* [Aim of the task]:
Leave the images behind and copy every record exactly.

* [Entries provided]:
BEGIN
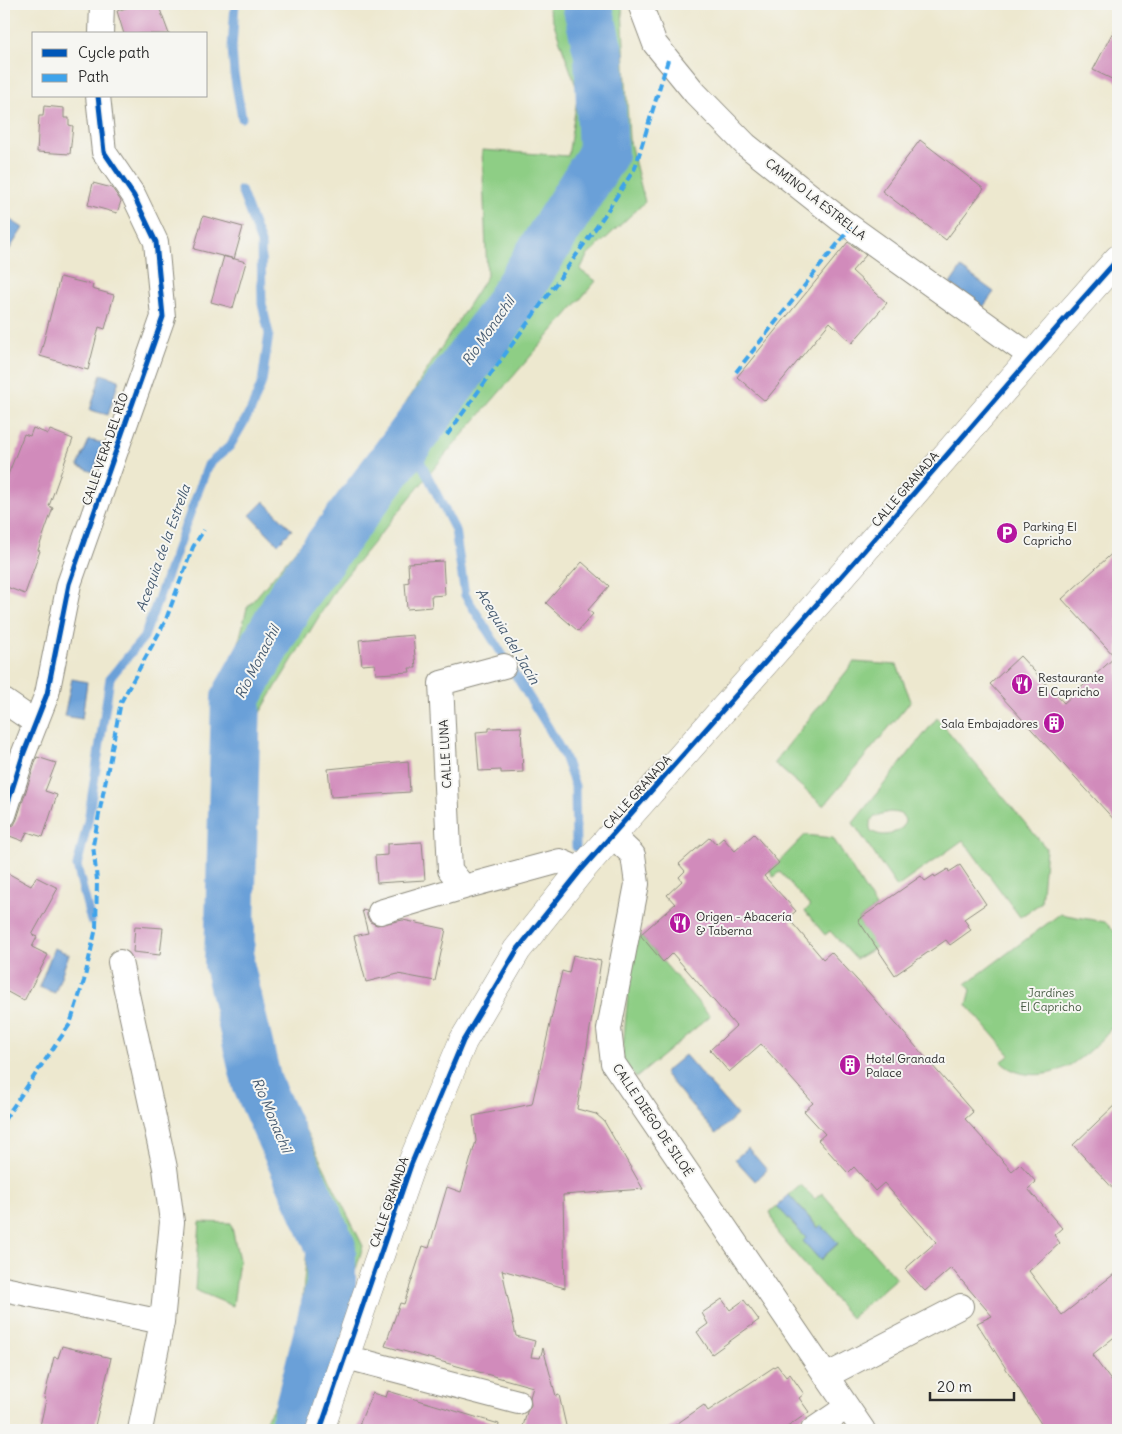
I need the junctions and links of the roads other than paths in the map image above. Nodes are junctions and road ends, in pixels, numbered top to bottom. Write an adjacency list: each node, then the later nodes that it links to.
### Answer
1 (102, 4): 3 (street)
2 (640, 4): 6 (street, CAMINO LA ESTRELLA)
3 (101, 32)
4 (98, 98): 9 (street, CALLE VERA DEL RÍO)
5 (1118, 259): 6 (street, CALLE GRANADA)
6 (1032, 357): 11 (street, CALLE GRANADA)
7 (504, 666): 13 (street, CALLE LUNA)
8 (4, 701): 9 (street)
9 (36, 723): 10 (street, CALLE VERA DEL RÍO)
10 (4, 815)
11 (612, 835): 12 (street, CALLE GRANADA); 20 (street, CALLE DIEGO DE SILOÉ)
12 (581, 870): 13 (street); 19 (street, CALLE GRANADA)
13 (464, 887): 14 (street)
14 (380, 912)
15 (120, 962): 18 (street)
16 (4, 1289): 18 (street)
17 (961, 1306): 20 (street)
18 (162, 1322): 23 (street)
19 (346, 1357): 21 (street); 24 (street, CALLE GRANADA)
20 (826, 1376): 22 (street, CALLE DIEGO DE SILOÉ)
21 (518, 1402)
22 (847, 1407): 25 (street); 26 (street, CALLE DIEGO DE SILOÉ)
23 (140, 1430)
24 (320, 1430)
25 (814, 1430)
26 (863, 1430)

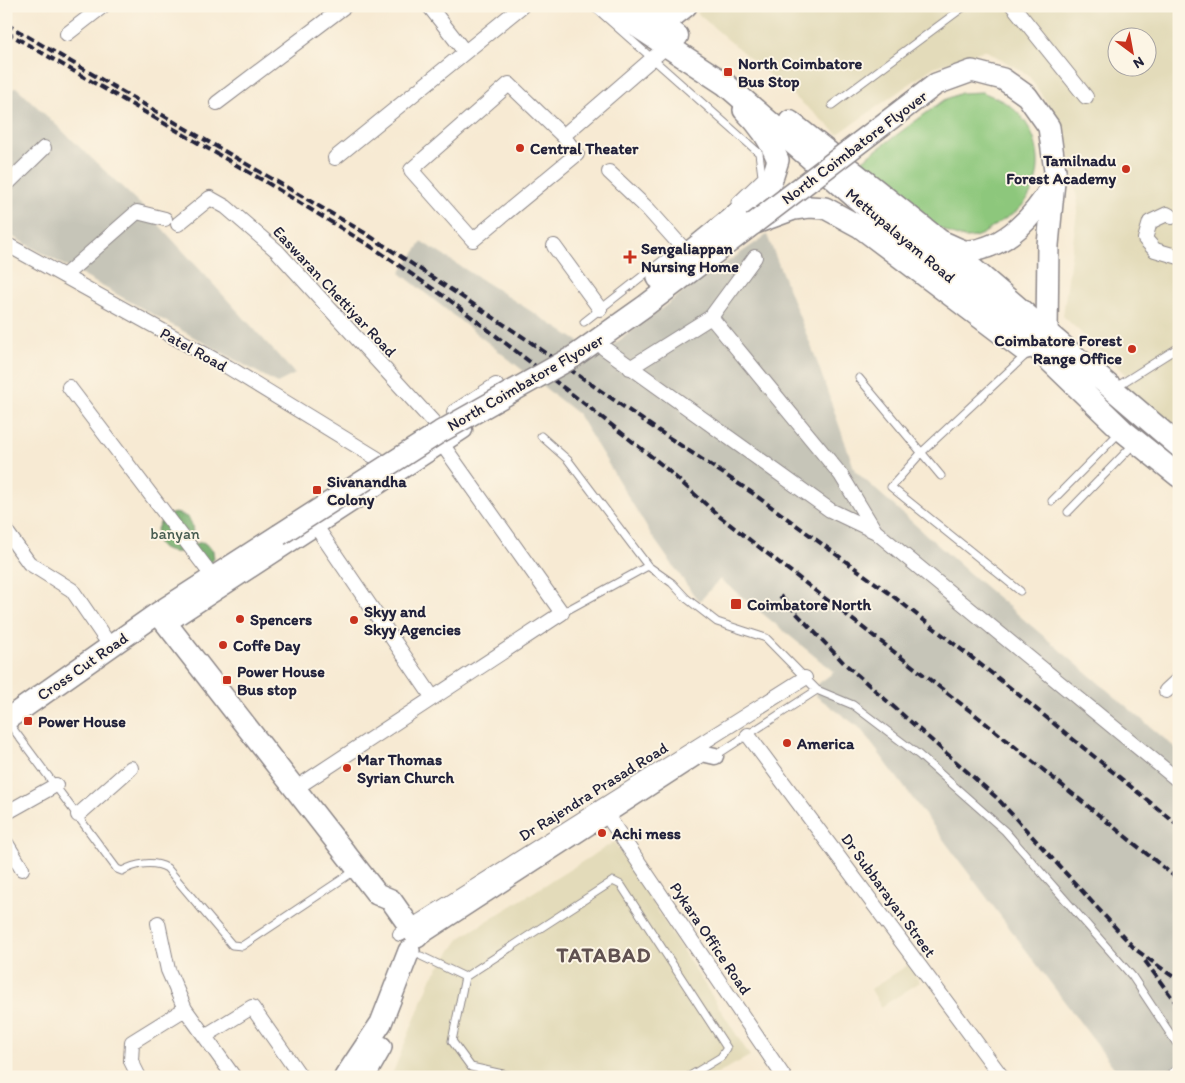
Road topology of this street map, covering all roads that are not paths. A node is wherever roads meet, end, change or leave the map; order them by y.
END
* [Result]:
I need the junctions and links of the roads other than paths in the map image above. Nodes are junctions and road ends, in pixels, numbered top to bottom. Write an adjacency list: each node, then the later nodes that it links to.
### Answer
1 (102, 4): 3 (street)
2 (640, 4): 6 (street, CAMINO LA ESTRELLA)
3 (101, 32)
4 (98, 98): 9 (street, CALLE VERA DEL RÍO)
5 (1118, 259): 6 (street, CALLE GRANADA)
6 (1032, 357): 11 (street, CALLE GRANADA)
7 (504, 666): 13 (street, CALLE LUNA)
8 (4, 701): 9 (street)
9 (36, 723): 10 (street, CALLE VERA DEL RÍO)
10 (4, 815)
11 (612, 835): 12 (street, CALLE GRANADA); 20 (street, CALLE DIEGO DE SILOÉ)
12 (581, 870): 13 (street); 19 (street, CALLE GRANADA)
13 (464, 887): 14 (street)
14 (380, 912)
15 (120, 962): 18 (street)
16 (4, 1289): 18 (street)
17 (961, 1306): 20 (street)
18 (162, 1322): 23 (street)
19 (346, 1357): 21 (street); 24 (street, CALLE GRANADA)
20 (826, 1376): 22 (street, CALLE DIEGO DE SILOÉ)
21 (518, 1402)
22 (847, 1407): 25 (street); 26 (street, CALLE DIEGO DE SILOÉ)
23 (140, 1430)
24 (320, 1430)
25 (814, 1430)
26 (863, 1430)

Road topology of this street map, covering all roads that are not paths. A node is wherever roads meet, end, change or leave the map; order them by y.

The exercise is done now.